We live in the shelter of each other

Diego Rivera, the great Mexican muralist, had one piece of advice for his students. He told them: Never withdraw from life.
This was the centrepiece of his vocation as an artist who passionately wanted his art to come from, and to sing to, the hearts of the people, the ordinary people of Mexico and the world. His murals, like life itself, are enormous, chaotic, loving, contradictory, hilarious and tragic, all at once. To paraphrase the Chilean poet, Pablo Neruda: ‘The people defined him and he never stopped being one of them.’
His life was deeply fractured and flawed.
Like any of us.
In the lead-up to the October congress I have been reflecting on the St Vincent de Paul Society and this is why Diego Rivera’s life and work come to mind.

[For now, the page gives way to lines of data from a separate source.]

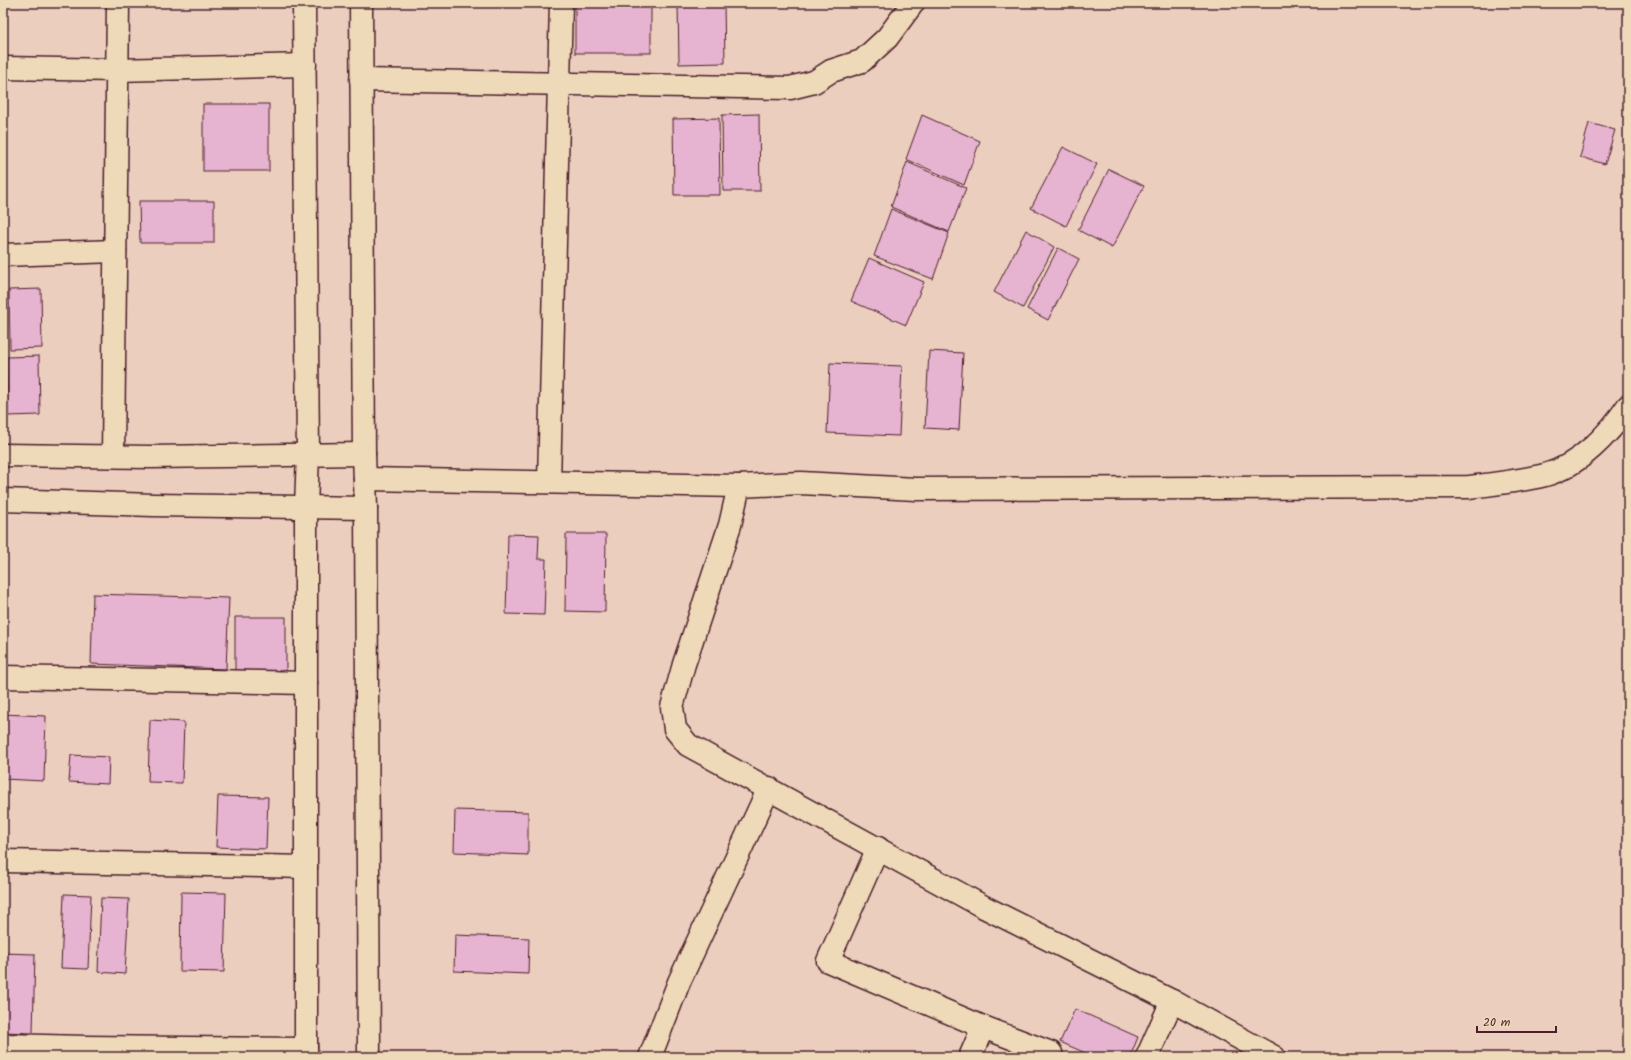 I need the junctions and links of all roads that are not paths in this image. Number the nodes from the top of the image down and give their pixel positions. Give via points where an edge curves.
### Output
1 (118, 3) edge
2 (304, 3) edge
3 (361, 3) edge
4 (561, 3) edge
5 (913, 3) edge
6 (305, 64) junction
7 (3, 68) edge
8 (117, 70) junction
9 (362, 80) junction
10 (559, 84) junction
11 (115, 252) junction
12 (3, 255) edge
13 (1628, 406) edge
14 (308, 454) junction
15 (364, 454) junction
16 (3, 455) edge
17 (113, 456) junction
18 (365, 479) junction
19 (549, 482) junction
20 (739, 486) junction
21 (3, 500) edge
22 (306, 507) junction
23 (366, 508) junction
24 (3, 677) edge
25 (306, 683) junction
26 (769, 788) junction
27 (878, 848) junction
28 (3, 861) edge
29 (306, 867) junction
30 (1172, 1000) junction
31 (983, 1027) junction
32 (3, 1044) edge
33 (306, 1052) edge
34 (1051, 1053) dead end
35 (654, 1056) edge
36 (370, 1057) edge
37 (970, 1057) edge
38 (1147, 1057) edge
39 (1274, 1057) edge

1 - 8 street
2 - 6 street
3 - 9 street
4 - 10 street
5 - 10 street via 887,38 862,61 832,71 814,82 790,88
6 - 8 street
6 - 14 street
7 - 8 street
8 - 11 street
9 - 10 street
9 - 15 street
10 - 19 street
11 - 12 street
11 - 17 street
13 - 20 street via 1617,422 1577,460 1546,475 1469,487 916,489 801,483
14 - 15 street
14 - 17 street
14 - 22 street
15 - 18 street
16 - 17 street
18 - 19 street
18 - 23 street
19 - 20 street
20 - 26 street via 730,525 672,707 675,729 688,745
21 - 22 street
22 - 23 street
22 - 25 street
23 - 36 street
24 - 25 street
25 - 29 street
26 - 27 street
26 - 35 street via 679,982
27 - 30 street via 984,907
27 - 31 street via 828,961
28 - 29 street
29 - 33 street
30 - 38 street
30 - 39 street
31 - 34 street
31 - 37 street
32 - 33 street via 85,1048 299,1049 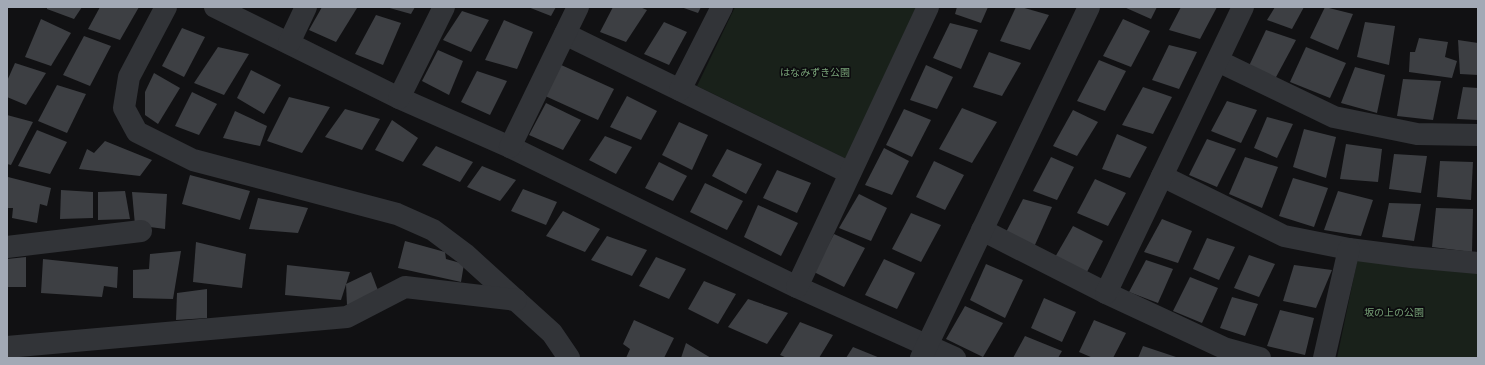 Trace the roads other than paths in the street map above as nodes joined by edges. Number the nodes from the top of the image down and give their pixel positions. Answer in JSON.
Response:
{"nodes":[{"id":1,"x":166,"y":7,"type":"edge"},
{"id":2,"x":215,"y":7,"type":"edge"},
{"id":3,"x":306,"y":7,"type":"edge"},
{"id":4,"x":444,"y":7,"type":"edge"},
{"id":5,"x":578,"y":7,"type":"edge"},
{"id":6,"x":722,"y":7,"type":"edge"},
{"id":7,"x":928,"y":7,"type":"edge"},
{"id":8,"x":1089,"y":7,"type":"edge"},
{"id":9,"x":1243,"y":7,"type":"edge"},
{"id":10,"x":565,"y":34,"type":"junction"},
{"id":11,"x":289,"y":43,"type":"junction"},
{"id":12,"x":1218,"y":61,"type":"junction"},
{"id":13,"x":680,"y":90,"type":"junction"},
{"id":14,"x":399,"y":98,"type":"junction"},
{"id":15,"x":1478,"y":135,"type":"edge"},
{"id":16,"x":510,"y":147,"type":"junction"},
{"id":17,"x":850,"y":173,"type":"junction"},
{"id":18,"x":1162,"y":176,"type":"junction"},
{"id":19,"x":982,"y":230,"type":"junction"},
{"id":20,"x":141,"y":231,"type":"dead end"},
{"id":21,"x":7,"y":247,"type":"edge"},
{"id":22,"x":1349,"y":249,"type":"junction"},
{"id":23,"x":1478,"y":263,"type":"edge"},
{"id":24,"x":797,"y":287,"type":"junction"},
{"id":25,"x":1106,"y":294,"type":"junction"},
{"id":26,"x":516,"y":300,"type":"junction"},
{"id":27,"x":7,"y":347,"type":"edge"},
{"id":28,"x":924,"y":352,"type":"edge"},
{"id":29,"x":568,"y":358,"type":"edge"},
{"id":30,"x":955,"y":358,"type":"edge"},
{"id":31,"x":1260,"y":358,"type":"edge"},
{"id":32,"x":1324,"y":358,"type":"edge"}],
"edges":[{"from":1,"to":26,"type":"street"},
{"from":2,"to":11,"type":"street"},
{"from":3,"to":11,"type":"street"},
{"from":4,"to":14,"type":"street"},
{"from":5,"to":10,"type":"street"},
{"from":6,"to":13,"type":"street"},
{"from":7,"to":17,"type":"street"},
{"from":8,"to":19,"type":"street"},
{"from":9,"to":12,"type":"street"},
{"from":10,"to":13,"type":"street"},
{"from":10,"to":16,"type":"street"},
{"from":11,"to":14,"type":"street"},
{"from":12,"to":15,"type":"street"},
{"from":12,"to":18,"type":"street"},
{"from":13,"to":17,"type":"street"},
{"from":14,"to":16,"type":"street"},
{"from":16,"to":24,"type":"street"},
{"from":17,"to":24,"type":"street"},
{"from":18,"to":22,"type":"street"},
{"from":18,"to":25,"type":"street"},
{"from":19,"to":25,"type":"street"},
{"from":19,"to":28,"type":"street"},
{"from":20,"to":21,"type":"street"},
{"from":22,"to":23,"type":"street"},
{"from":22,"to":32,"type":"street"},
{"from":24,"to":28,"type":"street"},
{"from":25,"to":31,"type":"street"},
{"from":26,"to":27,"type":"street"},
{"from":26,"to":29,"type":"street"},
{"from":28,"to":30,"type":"street"}]} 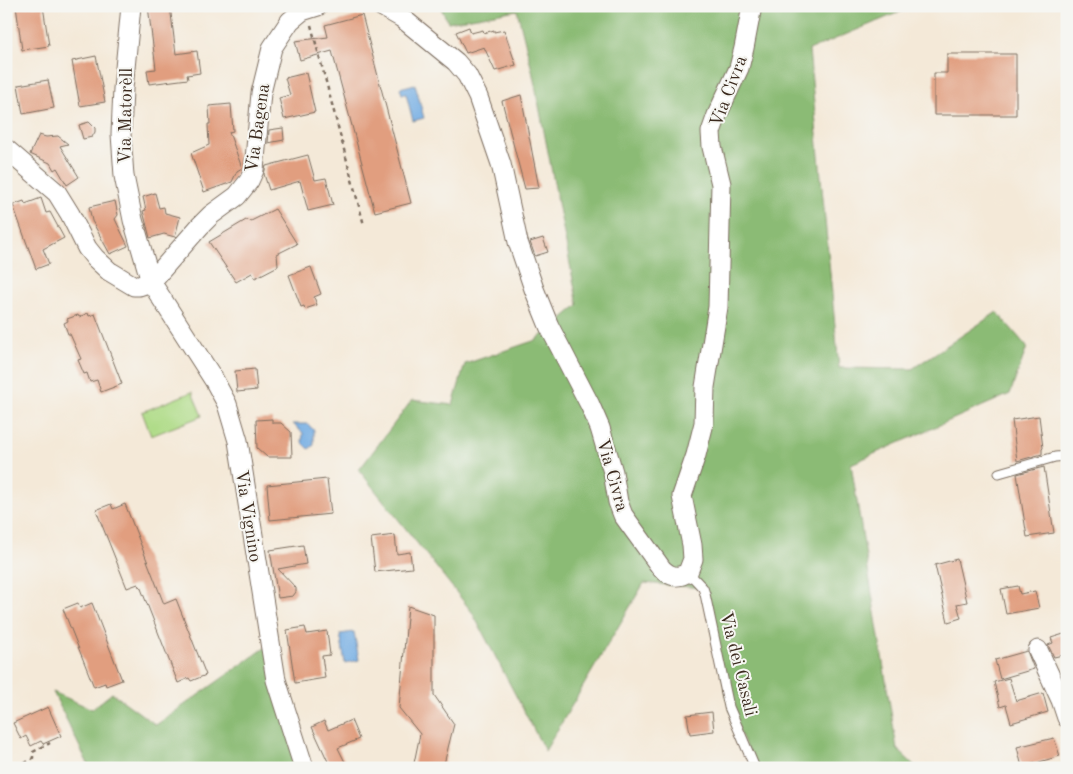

It is fashionable, in a world where not only the economy but society itself is market-based, to see ourselves, individually and organisationally, as being pitted against each other in a struggle for survival and success, a struggle in which the strong and powerful inevitably dominate the weak and discarded.
But we are truest to our prophetic calling when we do not shy away from our deep brokenness. This, paradoxically, is when we are at our strongest. As Paul of Tarsus (2 Corinthians 12:10) famously claimed: ‘When I am weak, then I am strong.’
We know about brokenness. We are surrounded by fragility, woundedness, pain; but not from a position of aloofness or superiority. We, the members of the St Vincent de Paul Society, and indeed all who share the collective passion for another world, are a community of brokenness.
Everyone has the right to a fair crack at happiness. The world in which we live is known for its glorification of wealth and inequality, its idolatry of power, its commodification of everything. Society in the 21st century is like a factory in which people are un-made, fractured, broken, wounded.
People are isolated from each other, atomised, separated, forced to feel as if they are nothing. Young unemployed people, people living with a disability, people experiencing homelessness, sole parents and a growing number of other sections of society, are excluded and exploited while being blamed for their own exclusion and suffering. They are systematically, not accidentally, un-made, broken, sometimes crushed. These are the People of God, our People, the People. We are deeply privileged when they accompany us. We are deeply blessed when we are invited to walk in solidarity with them.
We are at our strongest when we walk together; not because we have no weaknesses but because our shared weakness, our shared tenderness, is precisely our strength.
The Irish have a beautiful saying:
It is in the shelter of each other that the People live.
It is not without significance that two of the sharpest manifestations of structural inequality are homelessness and incarceration, both being the antithesis of this beautiful saying. Our market-based society teaches us that we are morally bound to stand alone, to be self-reliant, to compete, to condemn, to go it alone and to leave others to go it alone.
But this society is not the mythological best of all possible worlds. The People who are excluded and exploited in this world have not failed the system, as we are taught by sections of the mainstream media and political leadership. No, it is the system that has failed them. Often deliberately!
Sometimes our presence in this cold terrain is conceptualised misleadingly as charity for those who have failed to stand alone. Those who view us in this way are trying to use us to reinforce the very structures that crush people’s bodies and souls.
But ours is a prophetic calling, a gospel vocation: to make sure that the People’s voices are heard and to bear witness to the urgent collective desire for another kind of society, a future society that we are modestly building now, a society in which the People live instead of being lost, a society in which we all give shelter to each other, instead of locking each other out or locking each other up. This latter systematic act of mass incarceration is applied especially, but not exclusively, to the First Nations Peoples and to the most recent seekers of refuge.
We have nothing to fear from telling the truth about these problems and we have every good reason to be filled with hope that progressive social change will always come from the very People who are historically crushed. This is the core message of biblical liberation. And we know it from the beautiful stories we are privileged as Vincentians to hear from the people we stand in solidarity with. Change does not happen smoothly of course, but in a jagged sequence of painful setbacks and small steps forward.
As we prepare for the October congress through reflection and dialogue, let us ask ourselves how we can better understand the world around us so that we do not withdraw from life. And let us imagine how, now and into the future, we can live in the shelter of each other. And let us feel the strength of walking together as companions in brokenness, together yearning for, and building, little by little, a just and compassionate society.
Dr John Falzon is CEO of the St Vincent de Paul Society National Council of Australia.